There are two kinds of ballparks in North America: the kind with Landmark Fans and the kind without.

Landmark Fans are the ones who attend every game and sit in the seats behind home plate, directly in television viewers’ sights for each pitch. Probably the most recognizable Landmark Fan is Front Row Amy, Milwaukee’s surgically enhanced fitness nut. During the 2011 playoffs, viewers who weren’t used to watching Brewers games on tv got an eyeful of Amy. But Brewers fans get that every night.

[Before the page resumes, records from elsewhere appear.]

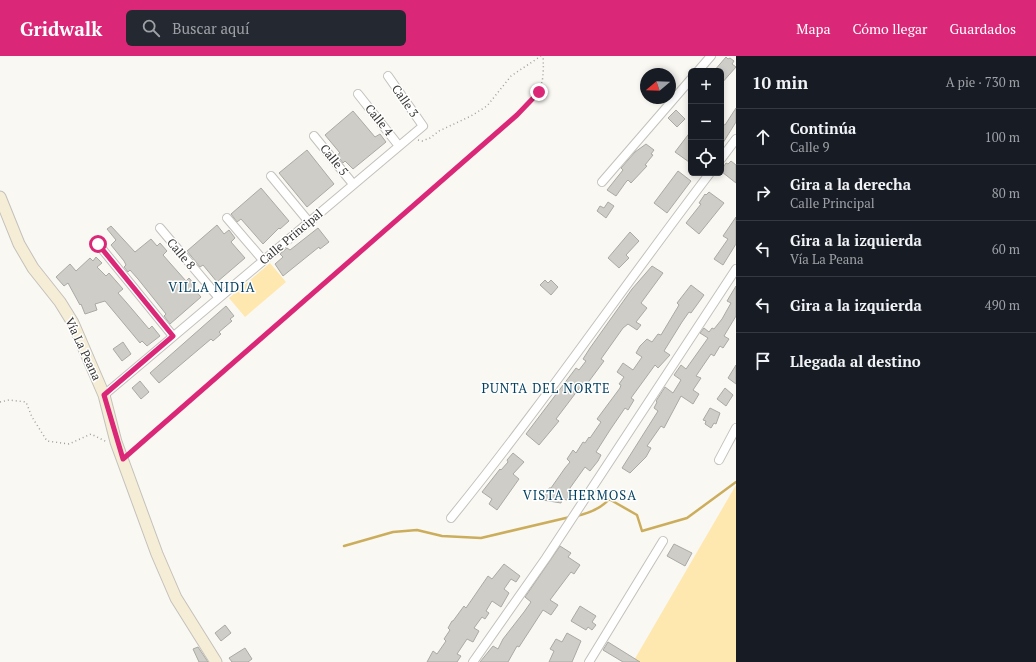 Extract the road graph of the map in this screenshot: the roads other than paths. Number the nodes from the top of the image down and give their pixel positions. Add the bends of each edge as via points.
1 (711, 56) edge
2 (701, 68) edge
3 (388, 76) dead end
4 (688, 82) edge
5 (358, 94) dead end
6 (423, 126) joint
7 (314, 136) dead end
8 (736, 139) edge
9 (399, 146) junction
10 (724, 155) edge
11 (271, 176) dead end
12 (708, 176) edge
13 (602, 182) dead end
14 (354, 184) junction
15 (0, 197) edge
16 (228, 218) dead end
17 (309, 222) junction
18 (160, 228) dead end
19 (98, 244) dead end
20 (263, 260) junction
21 (736, 269) edge
22 (219, 298) junction
23 (173, 336) junction
24 (104, 395) junction
25 (736, 428) edge
26 (719, 460) dead end
27 (451, 518) dead end
28 (663, 541) dead end
29 (216, 662) edge
30 (473, 662) edge
31 (589, 662) edge

1 - 2 street
3 - 6 street, Calle 3
4 - 13 street
5 - 9 street, Calle 4
6 - 9 street, Calle Principal
7 - 14 street, Calle 5
8 - 10 street
9 - 14 street, Calle Principal
11 - 17 street
12 - 27 street via 543,400
14 - 17 street, Calle Principal
15 - 24 street, Vía La Peana via 33,268 73,323
16 - 20 street
17 - 20 street, Calle Principal
18 - 22 street, Calle 8
19 - 23 street
20 - 22 street, Calle Principal
21 - 30 street via 546,558
22 - 23 street, Calle Principal
23 - 24 street, Calle Principal
24 - 29 street, Vía La Peana via 116,442 157,554 176,598
25 - 26 street
28 - 31 street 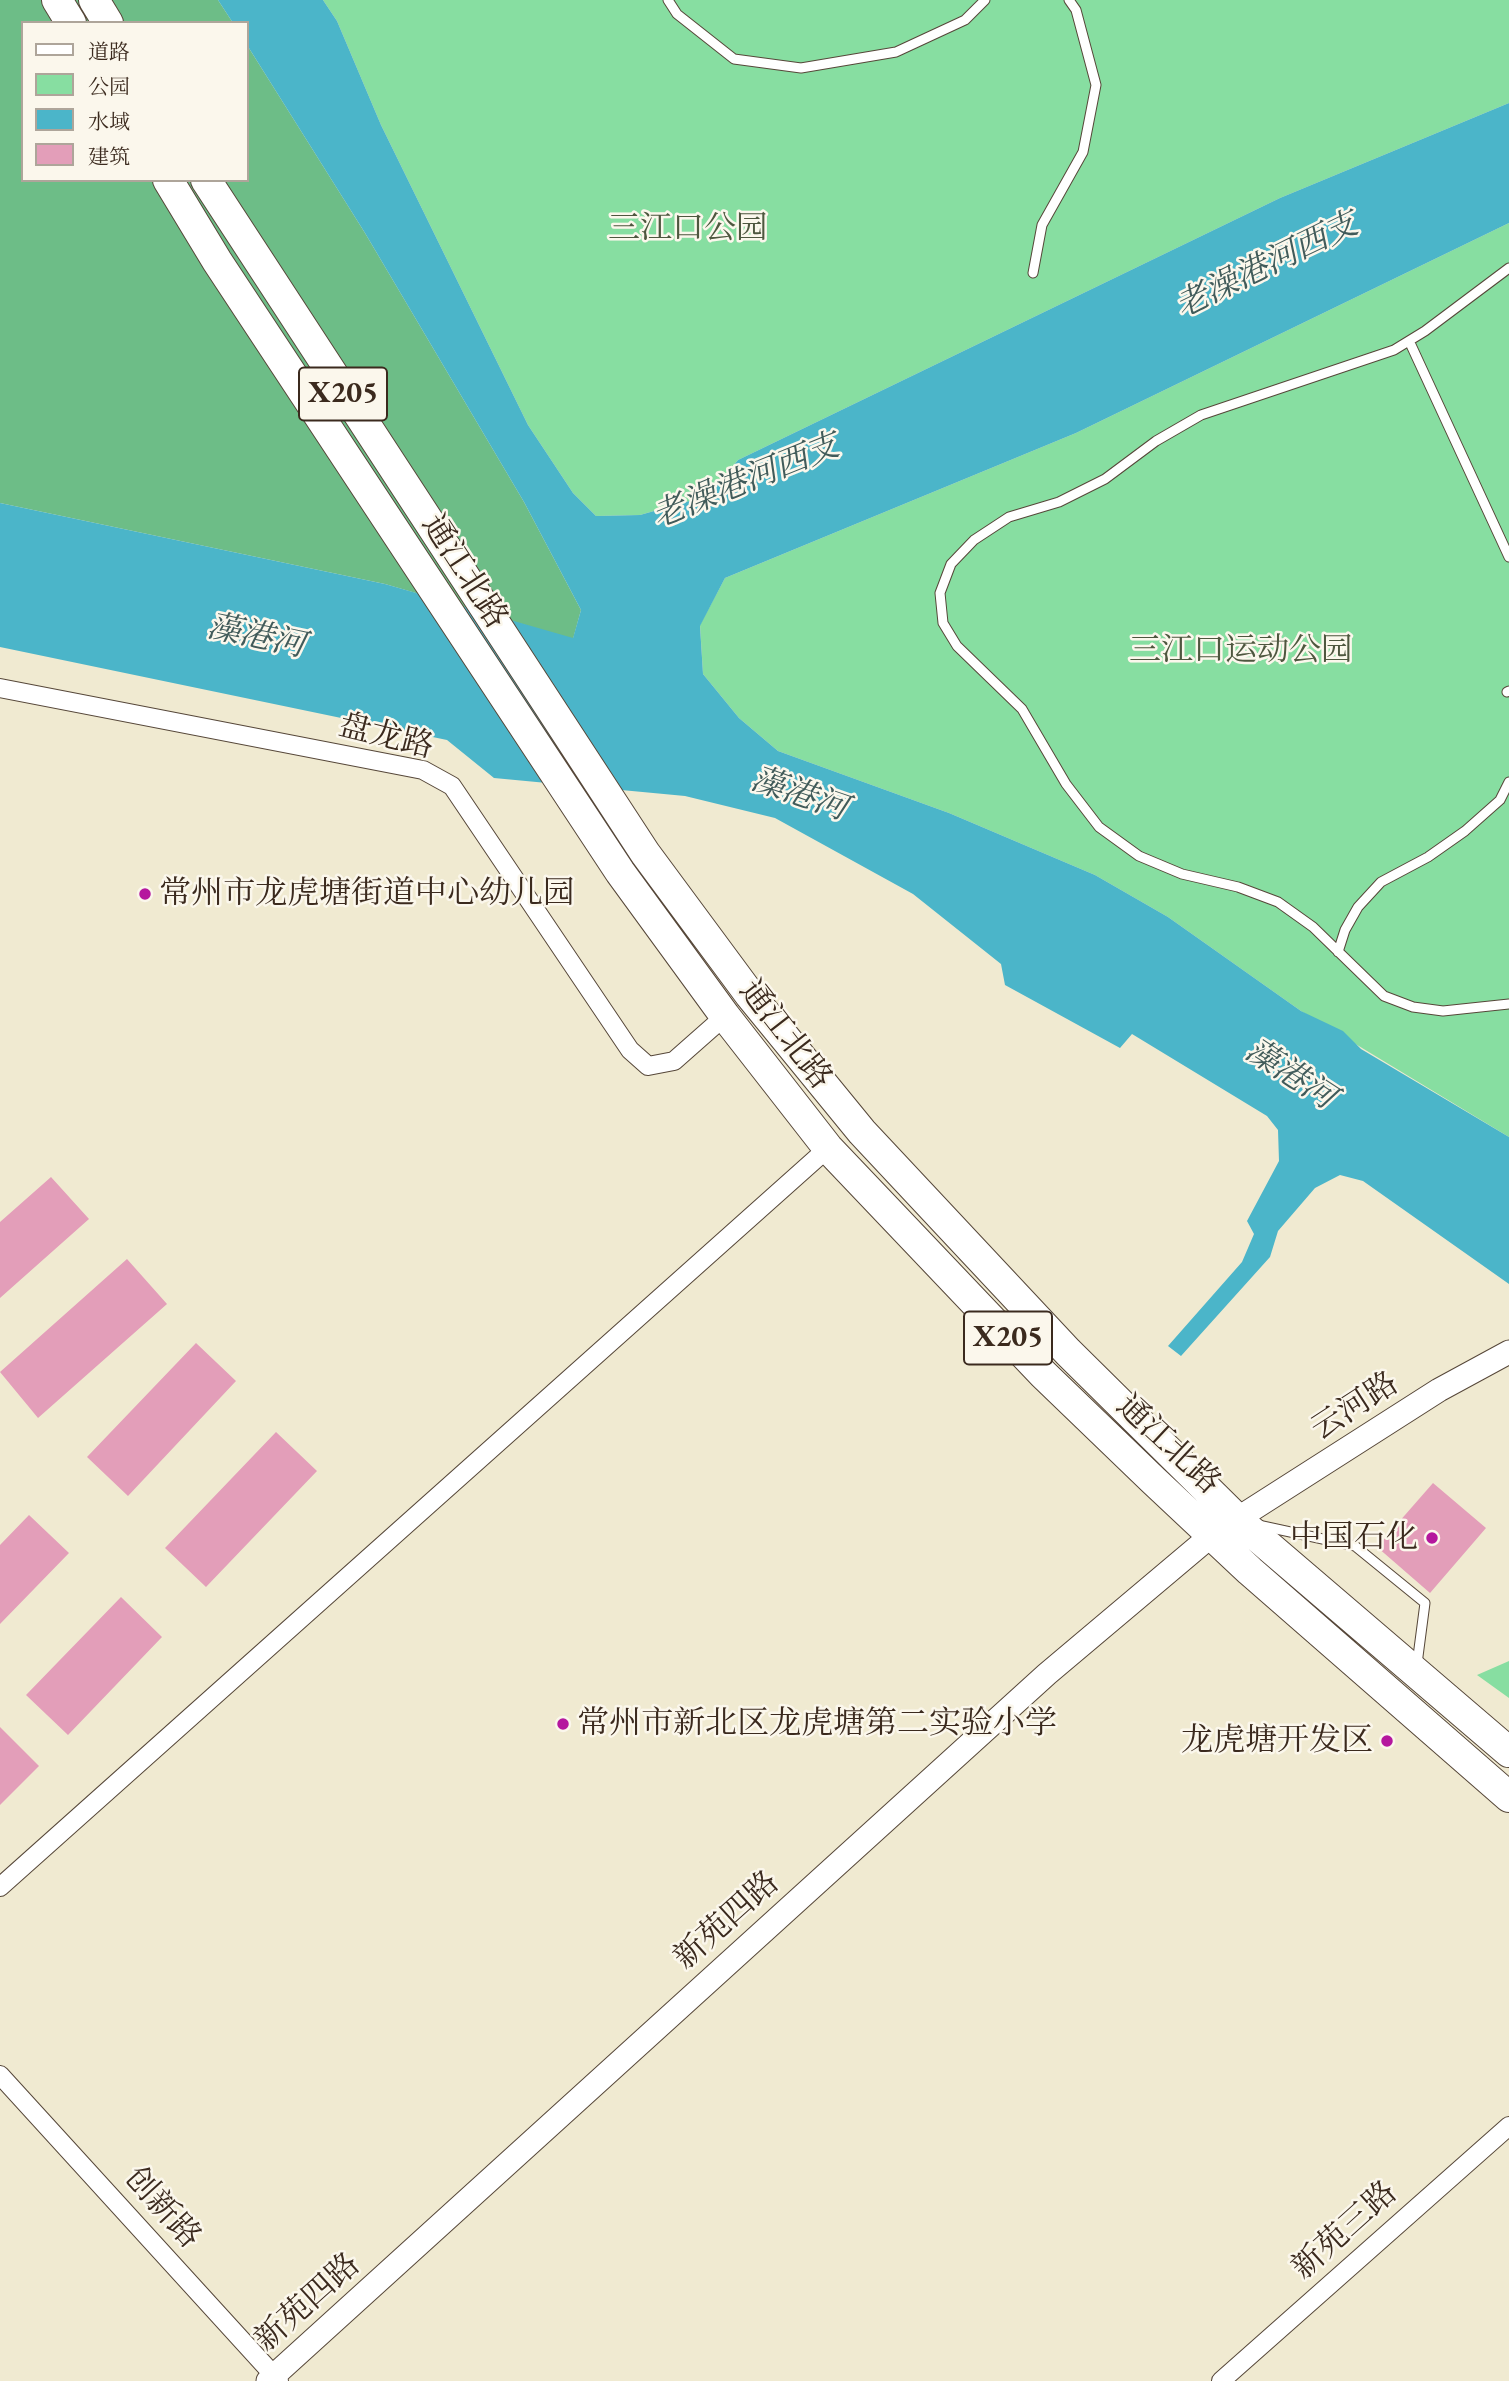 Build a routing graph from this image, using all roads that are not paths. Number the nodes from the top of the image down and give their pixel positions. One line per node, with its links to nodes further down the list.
1 (57, 0): 6 (main road)
2 (94, 0): 7 (main road)
3 (668, 0): 4 (lane)
4 (985, 0)
5 (1069, 0): 11 (lane)
6 (70, 21)
7 (107, 21)
8 (169, 182): 18 (main road, 通江北路 / X205)
9 (207, 182): 21 (main road, 通江北路 / X205)
10 (1509, 268): 16 (lane)
11 (1033, 273)
12 (1411, 345): 13 (lane)
13 (1509, 557)
14 (0, 688): 18 (street, 盘龙路)
15 (1509, 782): 16 (lane)
16 (1338, 952): 17 (lane)
17 (1509, 1004)
18 (725, 1016): 19 (main road, 通江北路 / X205)
19 (828, 1148): 22 (main road, 通江北路 / X205); 26 (street)
20 (1509, 1352): 21 (street, 云河路)
21 (1238, 1521): 22 (street, 新苑四路); 23 (main road, 通江北路 / X205); 23 (lane)
22 (1212, 1535): 25 (main road, 通江北路 / X205); 29 (street, 新苑四路)
23 (1416, 1673): 24 (main road, 通江北路 / X205)
24 (1509, 1752)
25 (1509, 1797)
26 (0, 1887)
27 (0, 2075): 29 (street, 创新路)
28 (1509, 2126): 30 (street, 新苑三路)
29 (274, 2379)
30 (1222, 2381) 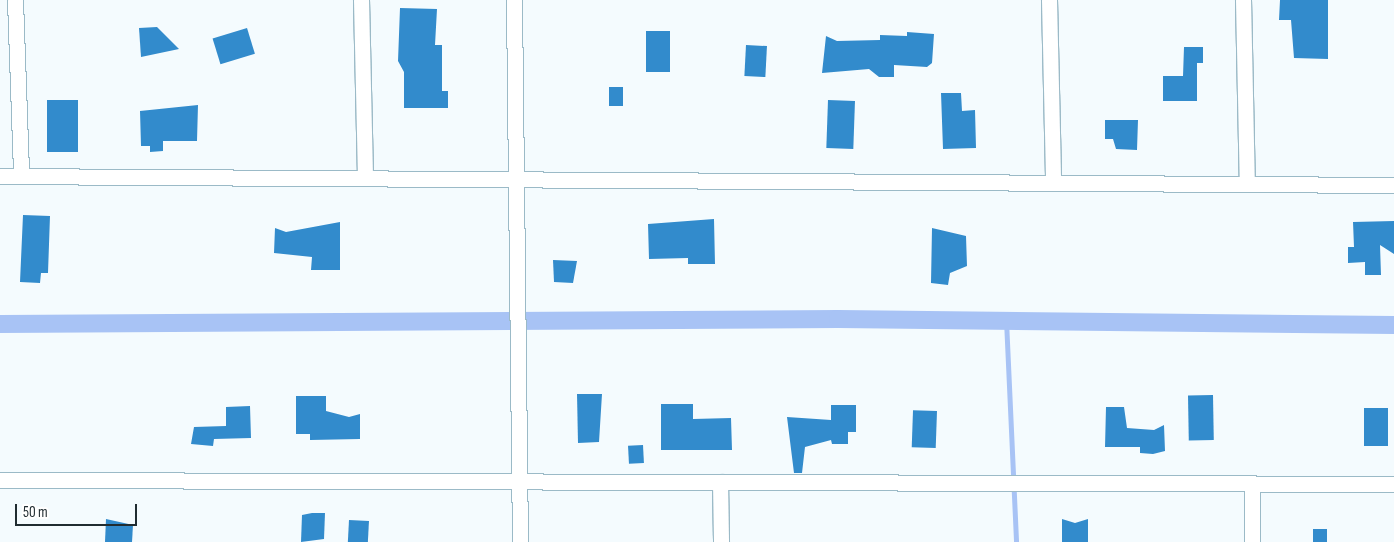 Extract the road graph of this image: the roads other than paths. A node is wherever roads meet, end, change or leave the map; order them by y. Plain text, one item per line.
1 (15, 0) edge
2 (361, 0) edge
3 (514, 0) edge
4 (1049, 0) edge
5 (1242, 0) edge
6 (0, 176) edge
7 (21, 176) junction
8 (365, 178) junction
9 (516, 179) junction
10 (1052, 183) junction
11 (1247, 184) junction
12 (1394, 185) edge
13 (0, 480) edge
14 (520, 482) junction
15 (720, 482) junction
16 (1252, 484) junction
17 (1394, 484) edge
18 (520, 542) edge
19 (721, 542) edge
20 (1252, 542) edge

1 - 7 street
2 - 8 street
3 - 9 street
4 - 10 street
5 - 11 street
6 - 7 street
7 - 8 street
8 - 9 street
9 - 10 street
9 - 14 street
10 - 11 street
11 - 12 street
13 - 14 street
14 - 15 street
14 - 18 street
15 - 16 street
15 - 19 street
16 - 17 street
16 - 20 street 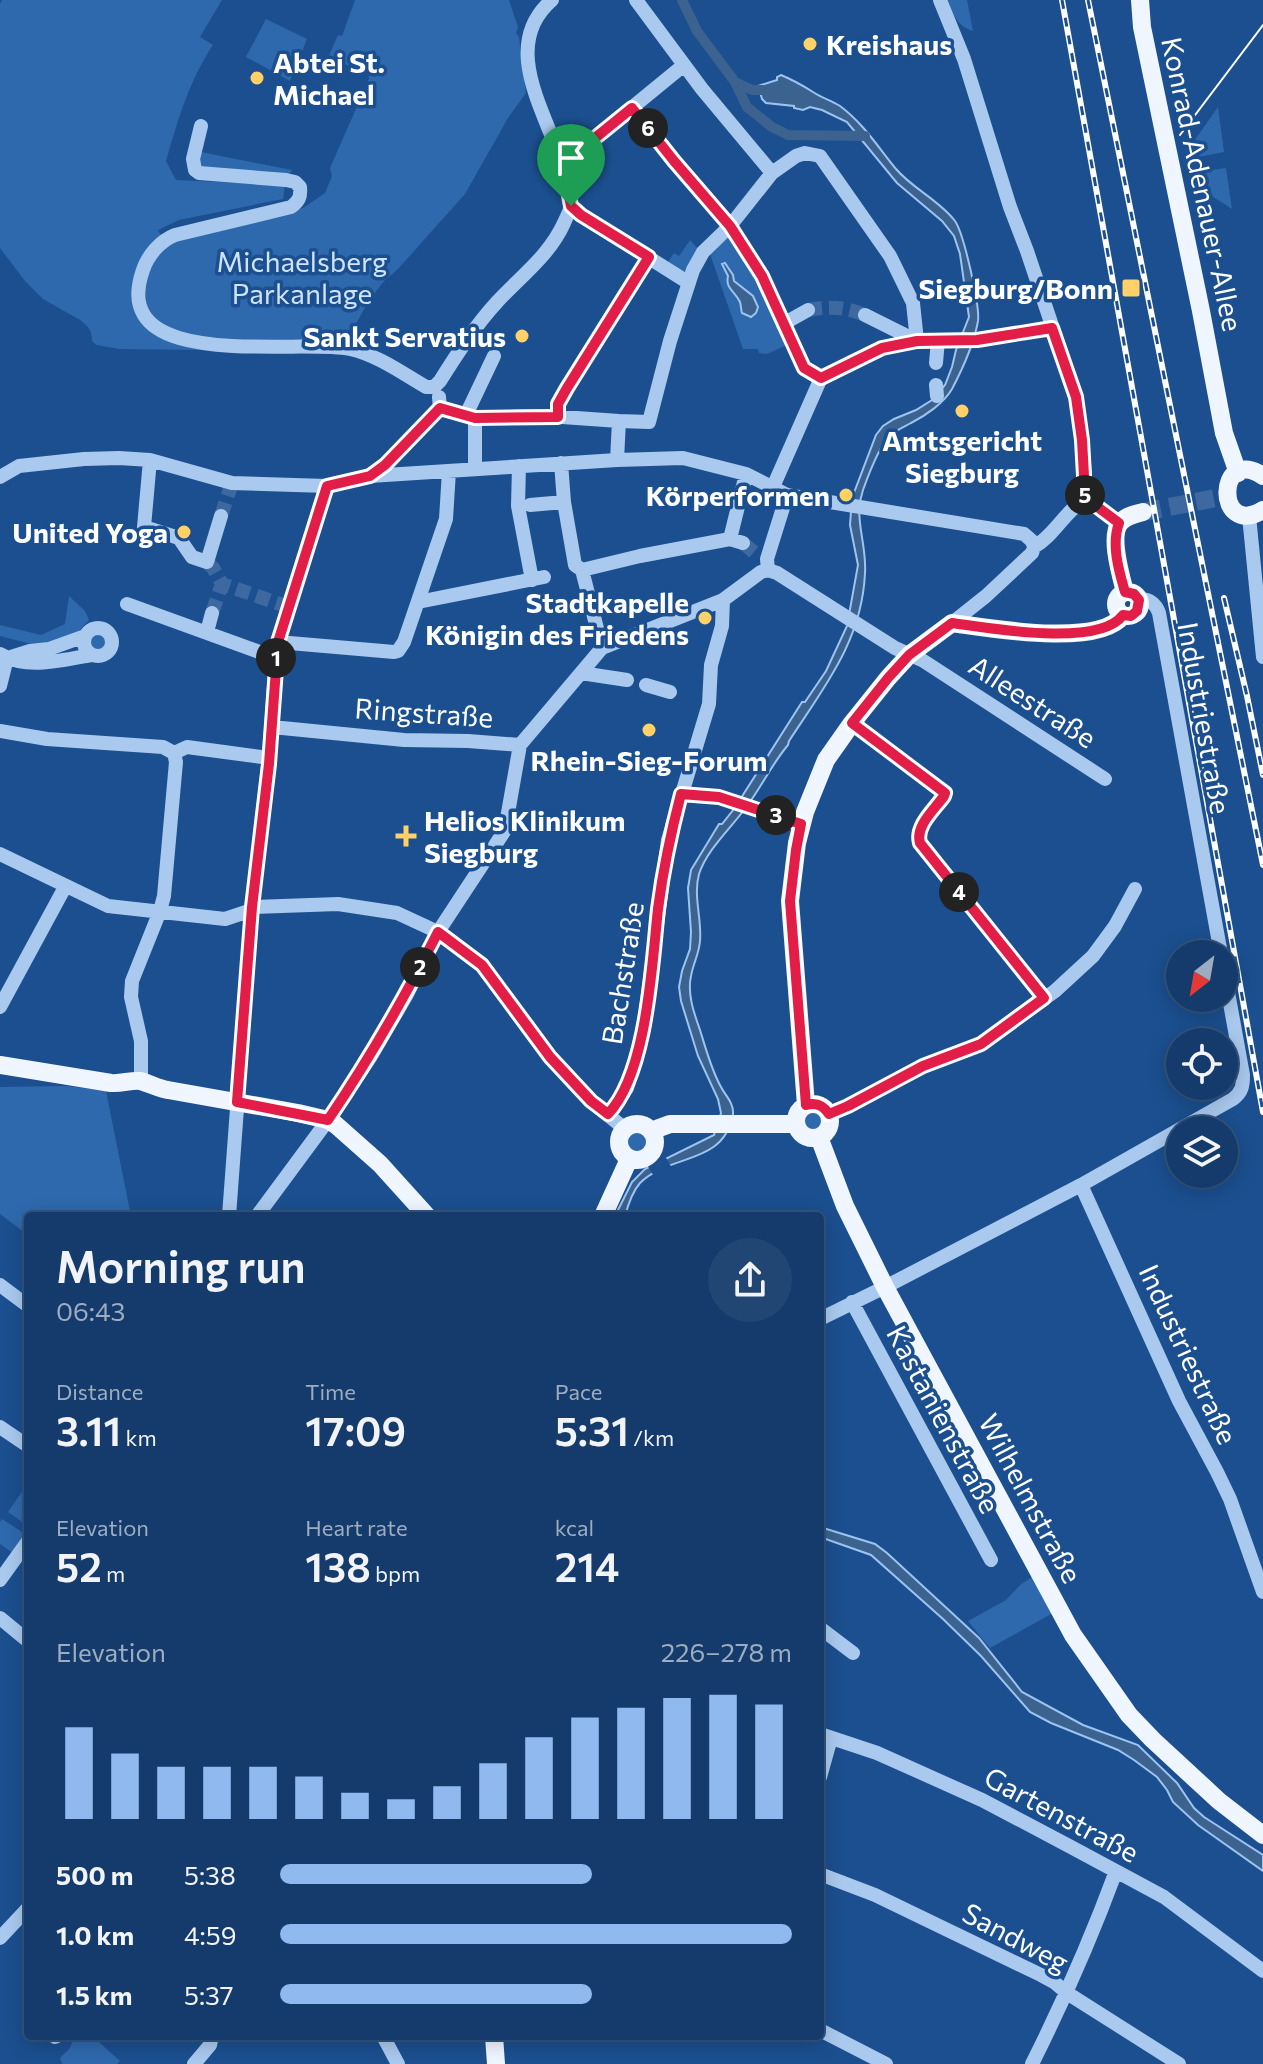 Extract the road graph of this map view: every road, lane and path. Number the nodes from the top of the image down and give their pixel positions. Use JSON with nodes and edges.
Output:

As noted previously, not every ballpark has a Landmark Fan. Baltimore, for instance, has different right-behind-the-plate fans every night. A few fans on the first-base side have emerged as stalwarts. There’s Red-Spiky-Haired-Middle-Aged-Earring Guy, who always brings someone different with him. He sits about eight rows up and has endured many years of bad baseball. Likely no one is happier than he is at Baltimore’s resurgence. Behind the dugout, two bro’s with sunglasses and National Boh gear are there many, if not most, nights.

But those aren’t Landmarks. To be a Landmark, you have to sit behind the plate. Every night.

Like Boston’s Yellow Headphone Guy. Many people have noticed this Stephen Jay Gould look-alike. He attends games by himself and listens to Joe Castigleone and Dave O’Brien describe to him what’s happening 20 feet from his seat. I mean, I guess that’s what he’s listening to. Maybe’s he’s listening to 100.7 FM WZLX, Boston’s classic rock. Or maybe WGBH, “classical New England.” Or maybe he works at Logan Airport, waving those lighted pointers on the runway.

He appears to have friends, or at least admirers. He can be seen leaning toward a neighbor, pulling one earpiece away to have a brief chat. He’s friendly enough. But he’s a lone wolf.

Washington has a pair of stoics who might be father and son. Like Yellow Headphone Guy, they don’t say much and they don’t eat at the game. They watch pitch after pitch, ignoring the wave and the beer vendors. A Bryce Harper tape measure homer elicits the same response The Stoics as a Nationals error: none. The older guy looks like a character actor I can’t quite place; the younger guy looks like a younger version of that character actor.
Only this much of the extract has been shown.